(WORK TASK) Your task is to copy every line of the records below that contains "service".
============
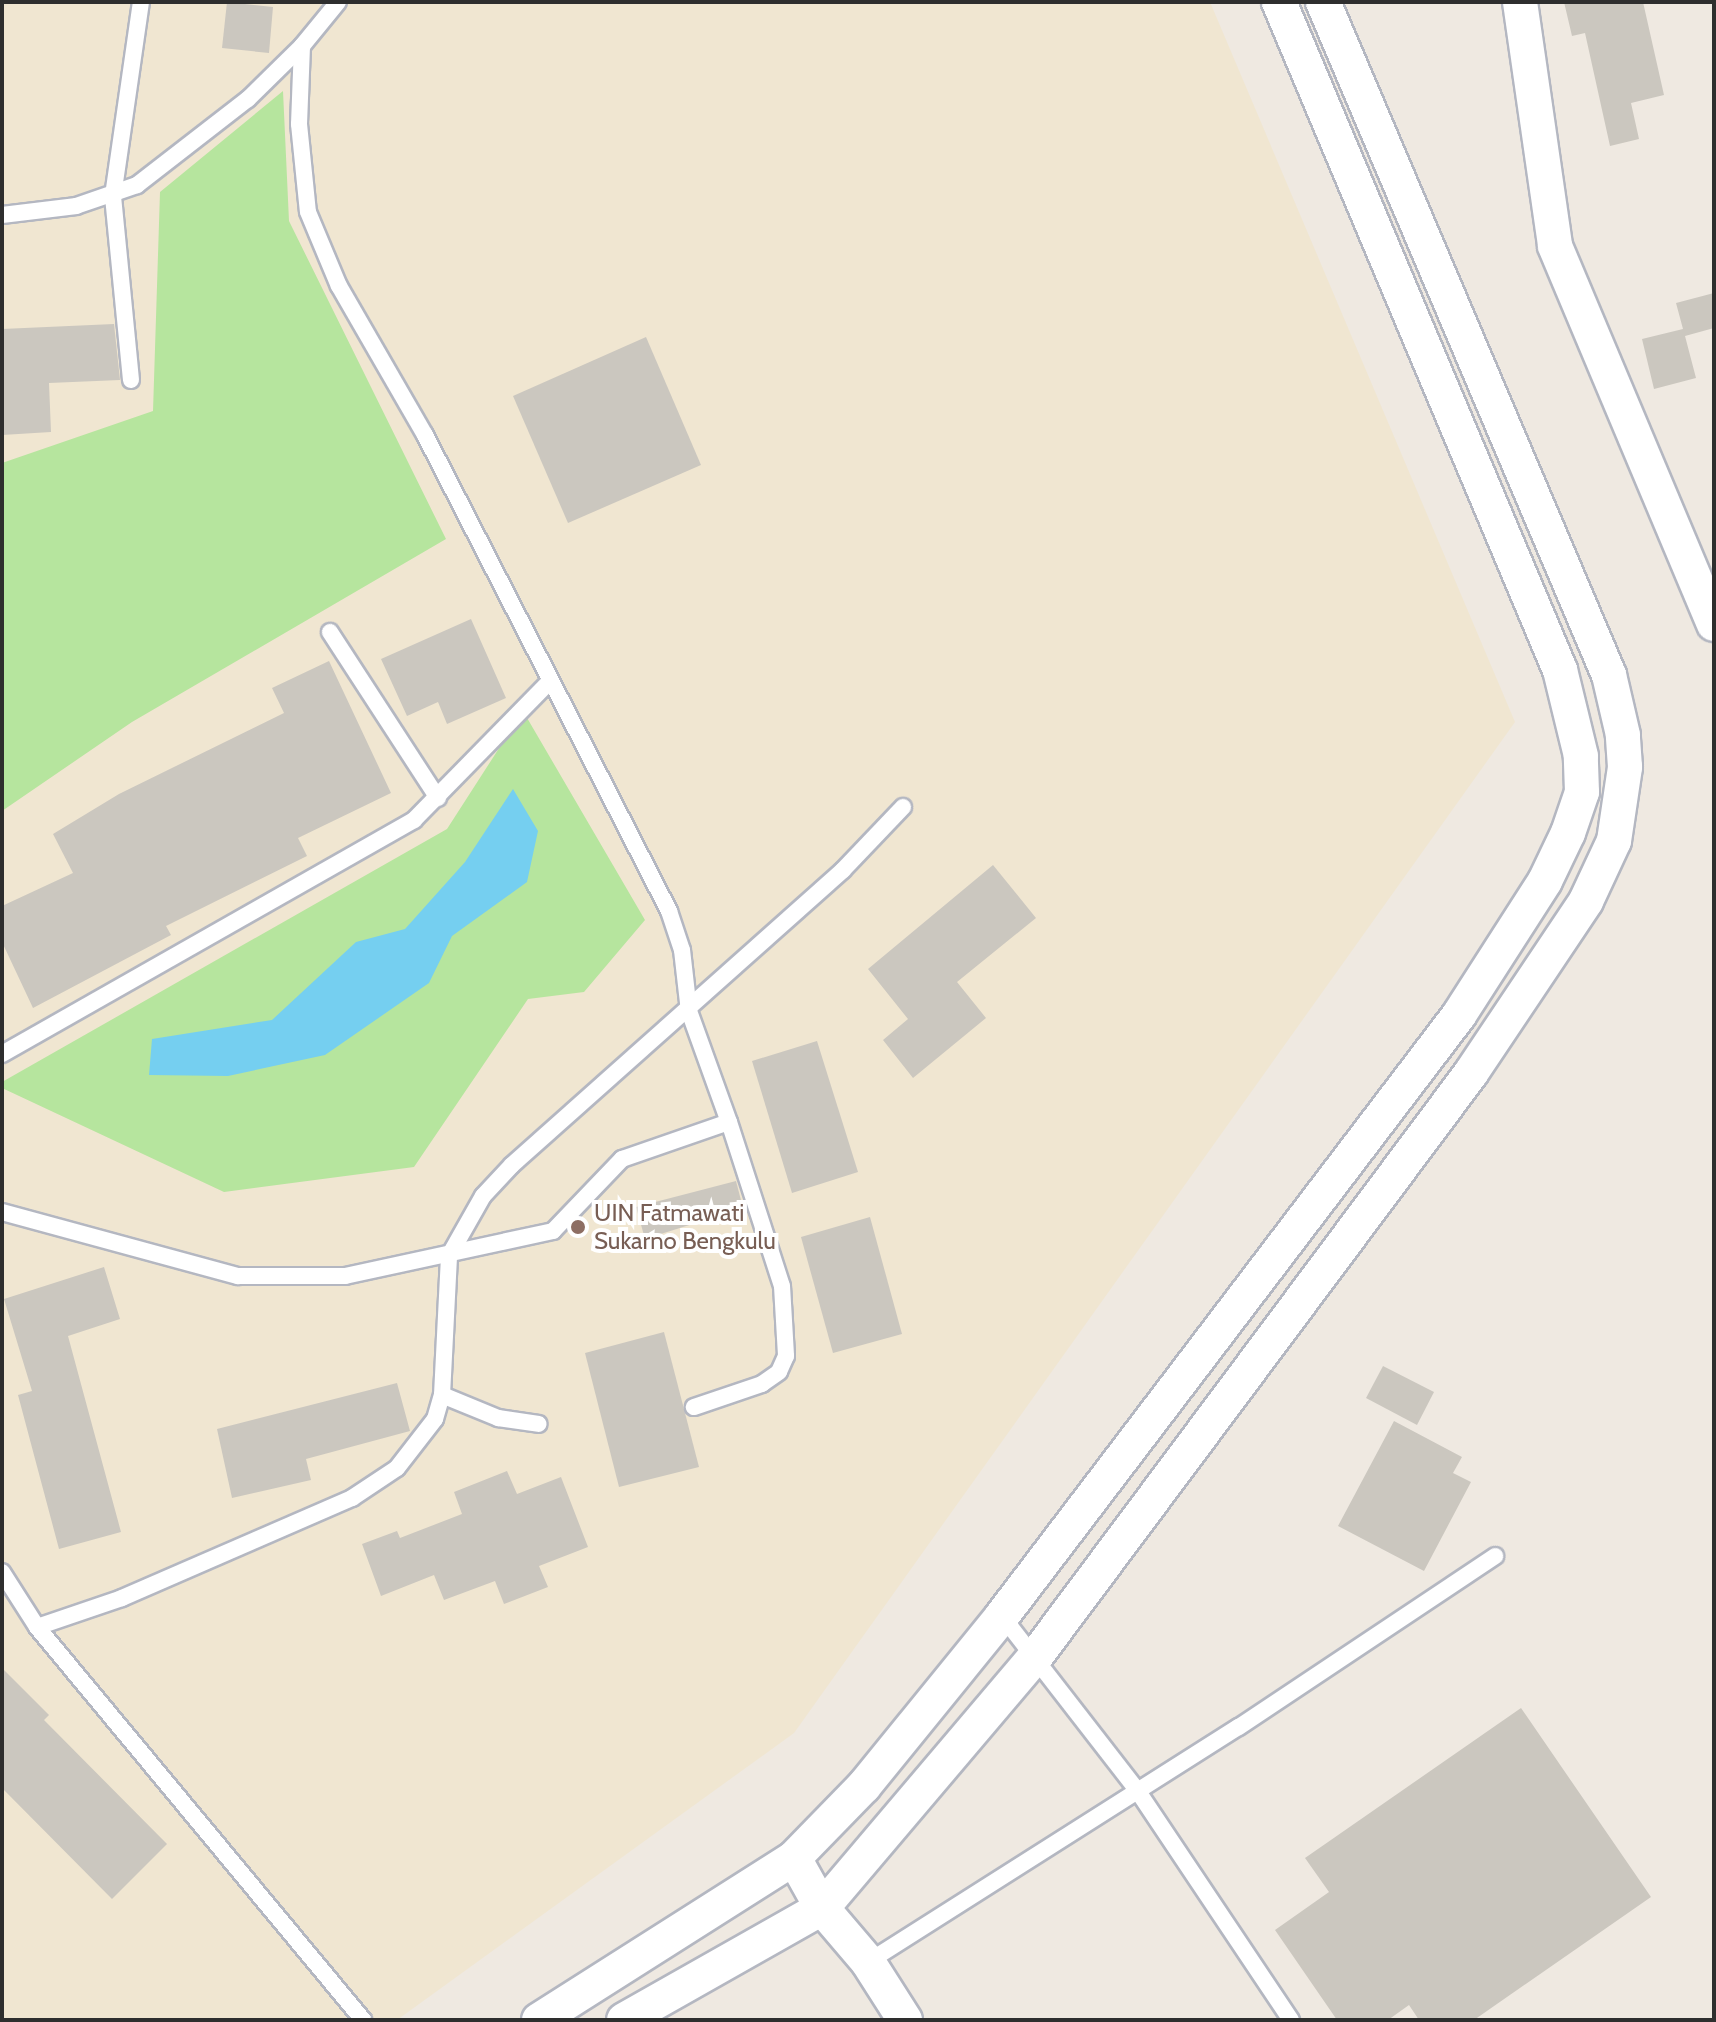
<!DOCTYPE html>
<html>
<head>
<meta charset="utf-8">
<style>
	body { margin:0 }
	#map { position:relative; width:1716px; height:2022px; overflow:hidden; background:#efe9e1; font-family:Cabin,sans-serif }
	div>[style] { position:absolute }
	.education>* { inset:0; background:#f0e6d1 }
	.green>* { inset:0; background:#b6e59e }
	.water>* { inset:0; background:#75cff0 }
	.building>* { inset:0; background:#cbc7bf }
	.roads { filter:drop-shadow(2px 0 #b4b7c1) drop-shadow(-2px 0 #b4b7c1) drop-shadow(0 2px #b4b7c1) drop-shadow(0 -2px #b4b7c1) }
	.service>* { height:16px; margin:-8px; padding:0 8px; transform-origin:8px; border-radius:8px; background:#fff }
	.minor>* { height:34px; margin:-17px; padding:0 17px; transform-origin:17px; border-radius:17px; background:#fff }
	.dots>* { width:22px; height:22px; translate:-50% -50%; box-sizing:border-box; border:4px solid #fff; border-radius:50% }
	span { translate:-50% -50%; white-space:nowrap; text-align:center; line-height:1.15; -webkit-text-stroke:8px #fff; paint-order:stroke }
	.education-label { font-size:24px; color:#785e54 }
	.left { translate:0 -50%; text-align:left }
	.frame { position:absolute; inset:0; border:4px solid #2e2e2e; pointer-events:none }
</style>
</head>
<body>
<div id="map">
	<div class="education">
		<i style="clip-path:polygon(2px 2px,1210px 2px,1515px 722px,794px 1733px,397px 2020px,2px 2020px)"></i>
	</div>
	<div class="green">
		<i style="clip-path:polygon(283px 91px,289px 221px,446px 539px,132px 722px,2px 811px,2px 463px,153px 411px,160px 192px)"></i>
		<i style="clip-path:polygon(523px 711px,645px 920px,584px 992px,528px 999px,414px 1167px,224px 1192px,2px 1088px,2px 1082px,447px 829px)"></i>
	</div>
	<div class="water">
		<i style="clip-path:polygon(513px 789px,538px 831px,527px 882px,452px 936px,429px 983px,325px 1055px,228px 1076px,149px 1075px,152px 1039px,272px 1020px,356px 942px,405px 929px,465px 862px)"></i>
	</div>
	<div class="building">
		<i style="clip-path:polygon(227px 2px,273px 7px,269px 53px,222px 48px)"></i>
		<i style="clip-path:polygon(1564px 2px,1643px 2px,1664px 95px,1631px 103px,1639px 139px,1610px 146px,1585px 33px,1572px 36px)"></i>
		<i style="clip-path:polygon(1714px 293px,1714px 328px,1685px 336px,1696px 378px,1654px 389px,1642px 339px,1683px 329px,1676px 303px)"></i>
		<i style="clip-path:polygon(114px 324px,120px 380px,49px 383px,51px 432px,2px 435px,2px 329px)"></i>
		<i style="clip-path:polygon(646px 337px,701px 465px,568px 523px,513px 396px)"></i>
		<i style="clip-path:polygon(471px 619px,506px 698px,447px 724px,438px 702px,407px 716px,381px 659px)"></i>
		<i style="clip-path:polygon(329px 661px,391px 793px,298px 838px,307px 856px,166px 926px,171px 935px,33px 1008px,2px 942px,2px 906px,73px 873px,53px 834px,119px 794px,284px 713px,272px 688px)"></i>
		<i style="clip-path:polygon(993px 865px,1036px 918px,957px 982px,986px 1018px,913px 1078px,883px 1040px,908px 1019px,868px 969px)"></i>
		<i style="clip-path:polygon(817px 1041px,858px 1172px,792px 1193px,752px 1061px)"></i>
		<i style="clip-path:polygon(736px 1181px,743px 1208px,645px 1239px,636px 1207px)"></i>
		<i style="clip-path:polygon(870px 1217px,902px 1334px,833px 1353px,801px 1237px)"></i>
		<i style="clip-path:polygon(104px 1267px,120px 1319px,68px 1336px,121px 1532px,59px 1549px,18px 1395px,32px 1391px,4px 1299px)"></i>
		<i style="clip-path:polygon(664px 1332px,699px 1467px,619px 1487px,585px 1353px)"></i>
		<i style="clip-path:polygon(1383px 1366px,1434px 1392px,1417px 1425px,1366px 1398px)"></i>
		<i style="clip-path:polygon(397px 1383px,410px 1431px,306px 1459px,311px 1480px,232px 1498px,217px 1429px)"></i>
		<i style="clip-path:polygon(1394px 1421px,1462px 1457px,1453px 1473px,1471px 1482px,1424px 1571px,1338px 1526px)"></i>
		<i style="clip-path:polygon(507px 1471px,517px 1494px,561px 1477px,588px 1547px,539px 1566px,548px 1587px,504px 1604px,495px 1581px,444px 1600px,434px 1575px,381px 1596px,362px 1544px,397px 1531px,400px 1538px,462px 1514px,454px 1492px)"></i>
		<i style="clip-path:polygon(2px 1668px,49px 1715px,44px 1720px,167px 1844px,112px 1899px,2px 1788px)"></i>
		<i style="clip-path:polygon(1521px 1708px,1651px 1897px,1474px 2020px,1419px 2020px,1409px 2005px,1388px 2020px,1337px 2020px,1275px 1930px,1329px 1892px,1305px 1858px)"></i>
	</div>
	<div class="roads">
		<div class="service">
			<i style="left:338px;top:2px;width:57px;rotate:129.3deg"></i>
			<i style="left:302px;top:46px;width:78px;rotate:92.2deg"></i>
			<i style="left:299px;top:124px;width:88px;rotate:84.2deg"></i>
			<i style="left:308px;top:212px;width:80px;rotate:67.3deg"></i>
			<i style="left:339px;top:286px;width:172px;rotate:60deg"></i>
			<i style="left:425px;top:435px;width:535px;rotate:62.86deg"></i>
			<i style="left:669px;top:911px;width:41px;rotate:71.6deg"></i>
			<i style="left:682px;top:950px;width:61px;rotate:83.5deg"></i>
			<i style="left:689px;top:1011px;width:118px;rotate:70.2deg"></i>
			<i style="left:2px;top:215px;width:75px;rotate:-6.9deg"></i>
			<i style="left:76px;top:206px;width:65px;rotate:-19deg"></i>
			<i style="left:137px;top:185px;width:140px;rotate:-37.8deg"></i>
			<i style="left:248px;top:99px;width:76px;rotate:-44.5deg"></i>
			<i style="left:131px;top:380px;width:185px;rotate:-95.6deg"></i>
			<i style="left:113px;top:196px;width:196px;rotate:-81.8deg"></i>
			<i style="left:330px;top:632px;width:198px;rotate:57deg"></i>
			<i style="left:2px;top:1054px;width:474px;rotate:-29.6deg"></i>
			<i style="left:414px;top:820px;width:194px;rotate:-45.6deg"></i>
			<i style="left:2px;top:1212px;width:245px;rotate:15.2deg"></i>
			<i style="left:238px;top:1276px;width:107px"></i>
			<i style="left:345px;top:1276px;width:213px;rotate:-12.2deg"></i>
			<i style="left:553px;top:1231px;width:100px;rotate:-46.2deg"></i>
			<i style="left:622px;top:1159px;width:113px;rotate:-19.1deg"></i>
			<i style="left:729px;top:1122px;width:172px;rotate:72.1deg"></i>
			<i style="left:782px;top:1286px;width:70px;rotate:86.7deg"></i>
			<i style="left:786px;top:1356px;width:17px;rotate:114deg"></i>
			<i style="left:779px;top:1372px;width:21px;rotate:145deg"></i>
			<i style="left:762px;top:1384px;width:72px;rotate:161.3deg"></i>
			<i style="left:442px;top:1395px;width:61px;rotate:22.3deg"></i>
			<i style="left:498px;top:1418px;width:41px;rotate:8.3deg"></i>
			<i style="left:2px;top:1572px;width:65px;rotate:57.5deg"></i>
			<i style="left:37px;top:1627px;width:90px;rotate:-18.8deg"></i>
			<i style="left:122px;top:1598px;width:251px;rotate:-23.5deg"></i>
			<i style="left:352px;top:1498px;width:54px;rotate:-33.7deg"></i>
			<i style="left:397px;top:1468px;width:62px;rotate:-52.2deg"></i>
			<i style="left:435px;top:1419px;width:25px;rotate:-74deg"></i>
			<i style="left:442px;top:1395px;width:139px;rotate:-87.1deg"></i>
			<i style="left:449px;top:1256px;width:69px;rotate:-60.5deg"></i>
			<i style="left:483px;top:1196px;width:42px;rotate:-46.9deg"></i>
			<i style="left:512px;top:1165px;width:443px;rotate:-41.7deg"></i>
			<i style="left:843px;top:870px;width:87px;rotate:-46.4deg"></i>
			<i style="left:1002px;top:1616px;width:220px;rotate:52.2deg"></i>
			<i style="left:1137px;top:1790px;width:277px;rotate:56.2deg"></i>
			<i style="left:37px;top:1627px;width:511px;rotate:50.32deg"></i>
			<i style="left:868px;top:1962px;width:439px;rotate:-32.4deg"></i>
			<i style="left:1239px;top:1727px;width:308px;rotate:-33.7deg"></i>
		</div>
		<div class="minor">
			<i style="left:1520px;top:2px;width:246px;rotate:81.8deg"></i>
			<i style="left:1555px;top:246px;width:410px;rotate:67.2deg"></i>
			<i style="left:794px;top:1858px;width:57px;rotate:60.8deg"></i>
			<i style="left:822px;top:1908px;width:71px;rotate:49.6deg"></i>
			<i style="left:868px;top:1962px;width:69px;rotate:57.5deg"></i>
			<i style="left:539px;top:2020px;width:302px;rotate:-32.4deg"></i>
			<i style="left:794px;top:1858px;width:100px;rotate:-45.8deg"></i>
			<i style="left:864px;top:1786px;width:219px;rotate:-50.9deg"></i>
			<i style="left:1002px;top:1616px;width:755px;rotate:-52.75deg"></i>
			<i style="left:1459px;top:1015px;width:159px;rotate:-57.3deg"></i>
			<i style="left:1545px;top:881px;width:53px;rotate:-64.4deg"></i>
			<i style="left:1568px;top:833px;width:43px;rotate:-71.1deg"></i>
			<i style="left:1582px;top:792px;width:36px;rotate:-92deg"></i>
			<i style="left:1581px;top:756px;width:89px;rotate:-103.7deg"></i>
			<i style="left:1560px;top:670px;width:725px;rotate:-112.81deg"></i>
			<i style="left:624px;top:2020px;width:227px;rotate:-29.5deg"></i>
			<i style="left:822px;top:1908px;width:331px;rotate:-49.7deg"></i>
			<i style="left:1036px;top:1656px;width:727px;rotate:-53.27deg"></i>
			<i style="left:1471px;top:1073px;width:207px;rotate:-56.2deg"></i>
			<i style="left:1586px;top:901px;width:66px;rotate:-65deg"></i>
			<i style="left:1614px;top:841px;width:75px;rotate:-81.5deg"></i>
			<i style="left:1625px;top:767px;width:32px;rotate:-94deg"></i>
			<i style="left:1623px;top:735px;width:62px;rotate:-103.1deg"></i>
			<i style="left:1609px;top:675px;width:731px;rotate:-113.02deg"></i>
		</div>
	</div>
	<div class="dots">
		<i style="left:578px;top:1227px;background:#8d6e63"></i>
	</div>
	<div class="education-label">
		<span class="left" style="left:594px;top:1227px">UIN Fatmawati<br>Sukarno Bengkulu</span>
	</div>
	<div class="frame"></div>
</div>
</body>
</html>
============
(TASK ANSWER)
	.service>* { height:16px; margin:-8px; padding:0 8px; transform-origin:8px; border-radius:8px; background:#fff }
		<div class="service">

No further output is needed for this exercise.